# Molly is at the spa this morning



## dio.ren (Jan 18, 2013)

Took Molly in this morning at 9:30am for her spa day at the groomers. This will be her second full haircut. The girl did a really good job last time so we told her to do the same thing. It's 7 weeks today since her last haircut. Her body wasn't too long yet but her head was getting out of control couldn't see her little eyes anymore. She walked in there all happy and greeted everyone........I was thinking she might not want to go in but she just seems to love everything

Will post pics of her new poo doo later when we pick her up

Can't believe she is 9 months old today


----------



## wilfiboy (Sep 18, 2010)

Happy birthday Molly, enjoy your pampering , looking forward to seeing how gorgeous you look xx


----------



## lady amanda (Nov 26, 2010)

Can't wait to see pictures of miss molly pocket!

Sent from Petguide.com Free App


----------



## dmgalley (Aug 19, 2012)

I am dying for pictures of beautiful Molly. 

Sent from my SGH-T989 using Tapatalk 2


----------



## dio.ren (Jan 18, 2013)

Coming soon.........she isn't back yet it's been 5 hours now  She is probably being a little brat ha!


----------



## dmgalley (Aug 19, 2012)

dio.ren said:


> Coming soon.........she isn't back yet it's been 5 hours now  She is probably being a little brat ha!


I use to think that but more that I do the grooming I have s while new perspective. It takes a long time. 

Sent from my SGH-T989 using Tapatalk 2


----------



## dio.ren (Jan 18, 2013)

Well Molly is finally home they called us to pick her up at 3:30pm so she was there since 9am. She seemed a little stressted when we got her but the girl said she did a lot better than last time They took her out for a pee but she didn't want to do anything so she held it since 9am she is such a good girl. When I took her out from the salon she had a huge pee and a poo

The first picture is her this morning before and the rest are of her haircut and fancy bows etc........she doesn't like that fancy stuff so she sulked at one point so took them off her.

Her face is kind of short but it grows fast at least I can see her eyes now. Her chin is wet cause she drank half a bowl of water when she got back


----------



## dio.ren (Jan 18, 2013)

A few more I am sure in a few days her face and ears will look better last time this happened too. Guess I was used to her shaggy face!


----------



## lady amanda (Nov 26, 2010)

Awe Molly pocket looks gorgeous


----------



## dio.ren (Jan 18, 2013)

lady amanda said:


> Awe Molly pocket looks gorgeous



Thanks Amanda She looks even more like a "Molly Pocket" now ha!! So tiny!


----------



## dmgalley (Aug 19, 2012)

They did a fantastic job! She looks beautiful. 

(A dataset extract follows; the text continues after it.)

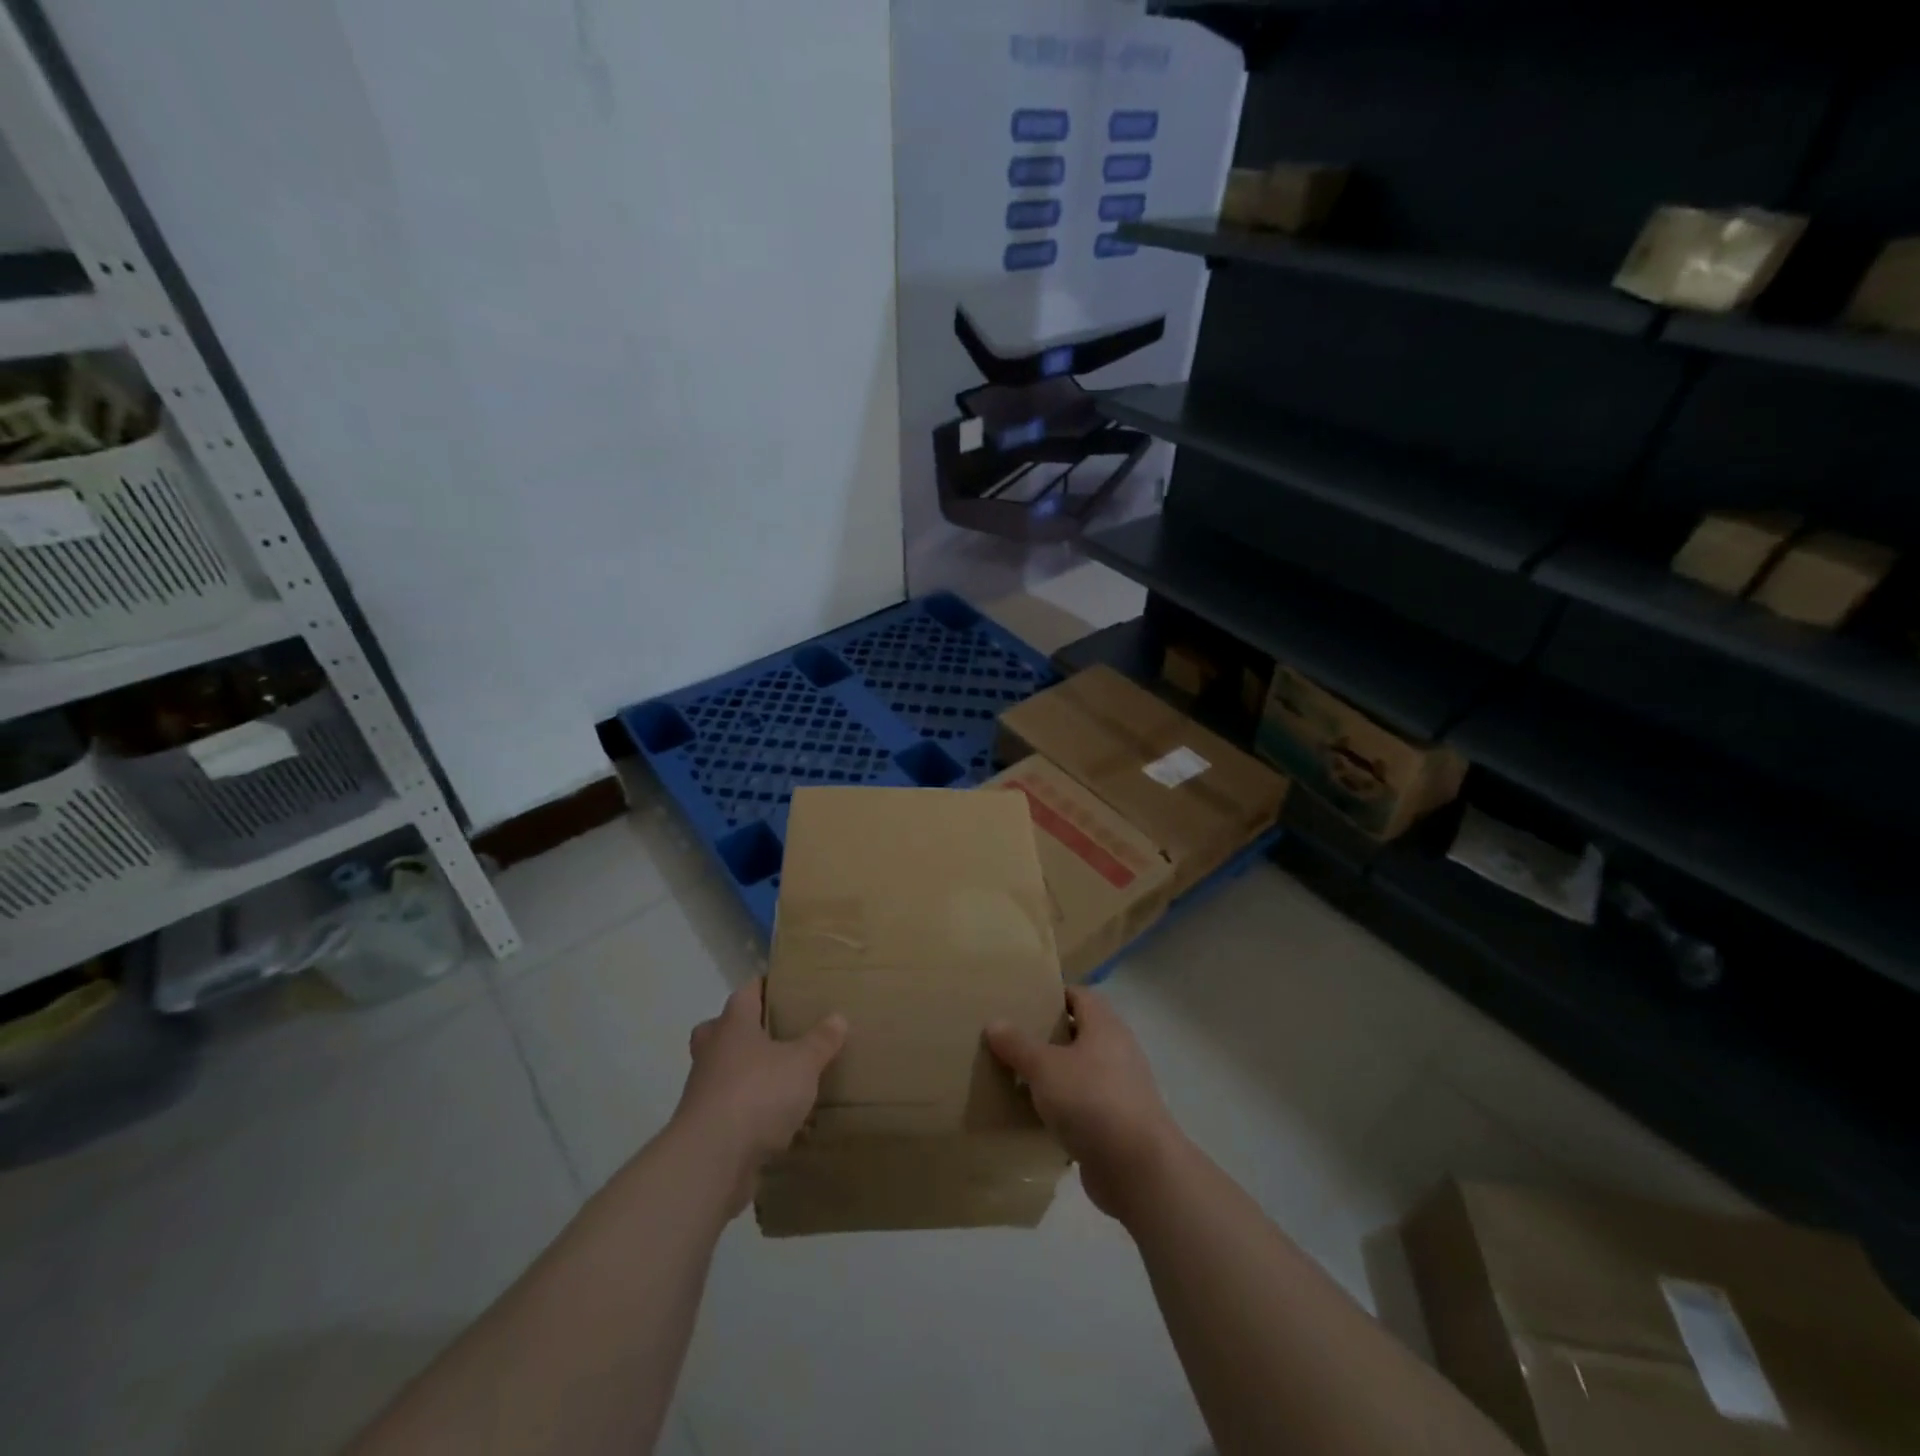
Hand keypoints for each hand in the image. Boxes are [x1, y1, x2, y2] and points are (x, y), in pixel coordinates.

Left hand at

Sent from my SGH-T989 using Tapatalk 2


----------



## dio.ren (Jan 18, 2013)

She has finally relaxed a bit after her spa day I think! She is not into that glammed up look ha! She has a lot more brown on her paws this time. I wonder if it will stay that way or get browner. She is 9 months so don't know if she will change much more? I missed my puppy today


----------



## dmgalley (Aug 19, 2012)

dio.ren said:


> She has finally relaxed a bit after her spa day I think! She is not into that glammed up look ha! She has a lot more brown on her paws this time. I wonder if it will stay that way or get browner. She is 9 months so don't know if she will change much more? I missed my puppy today


Poor Molly. The brown itself may change over time. She rely does look terrific. 

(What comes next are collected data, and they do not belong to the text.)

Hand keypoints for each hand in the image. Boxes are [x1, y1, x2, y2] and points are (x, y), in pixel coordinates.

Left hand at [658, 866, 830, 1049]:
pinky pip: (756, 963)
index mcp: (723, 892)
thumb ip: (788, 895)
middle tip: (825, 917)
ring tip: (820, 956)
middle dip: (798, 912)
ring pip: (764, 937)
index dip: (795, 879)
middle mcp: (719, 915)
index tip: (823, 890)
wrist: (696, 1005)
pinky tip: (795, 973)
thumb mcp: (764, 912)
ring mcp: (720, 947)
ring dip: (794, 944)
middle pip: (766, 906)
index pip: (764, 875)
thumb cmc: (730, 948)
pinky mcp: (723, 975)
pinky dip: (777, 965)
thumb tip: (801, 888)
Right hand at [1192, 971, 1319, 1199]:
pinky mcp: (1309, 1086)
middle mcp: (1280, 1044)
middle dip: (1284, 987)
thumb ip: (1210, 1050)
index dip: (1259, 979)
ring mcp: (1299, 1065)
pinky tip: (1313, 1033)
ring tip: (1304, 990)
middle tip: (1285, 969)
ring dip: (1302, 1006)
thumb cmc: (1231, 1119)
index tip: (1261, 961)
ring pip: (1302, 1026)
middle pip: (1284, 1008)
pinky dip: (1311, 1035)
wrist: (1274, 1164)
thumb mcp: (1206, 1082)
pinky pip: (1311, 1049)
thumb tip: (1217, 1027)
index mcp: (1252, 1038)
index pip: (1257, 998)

Sent from my SGH-T989 using Tapatalk 2


----------



## Jayded (Apr 5, 2013)

She looks beautiful!

Sent from my Galaxy S ll


----------



## dio.ren (Jan 18, 2013)

dmgalley said:


> Poor Molly. The brown itself may change over time. She rely does look terrific.
> 
> Sent from my SGH-T989 using Tapatalk 2


Ya I felt bad for her being there for 6 hours. When she got home she drank half a bowl of water not sure if they gave her some there or not? It was very hot today so I am sure they took good care of her. She is ok now but very tired I guess it's stressful for her to be gone that long. She is more exhausted than if she had gone for a long walk!

I don't mind the brown it makes her different I just don't want her head to turn white I love her chocolate head! Will see you never know with a poo


----------



## wilfiboy (Sep 18, 2010)

She looks gorgeous xx


----------



## Muttley Brody (Feb 14, 2012)

She looks lovely. I'm sure she enjoyed the pampering.


----------



## dio.ren (Jan 18, 2013)

The day after the haircut ha!! This one made me laugh looks like she has a huge head and a tiny body Poor little thing I hope she knows i'm not making fun


----------



## Jedicrazy (Apr 26, 2011)

I love Molly's eyes, so big and expressive.


----------



## RuthMill (Jun 30, 2012)

Molly you are looking great!


----------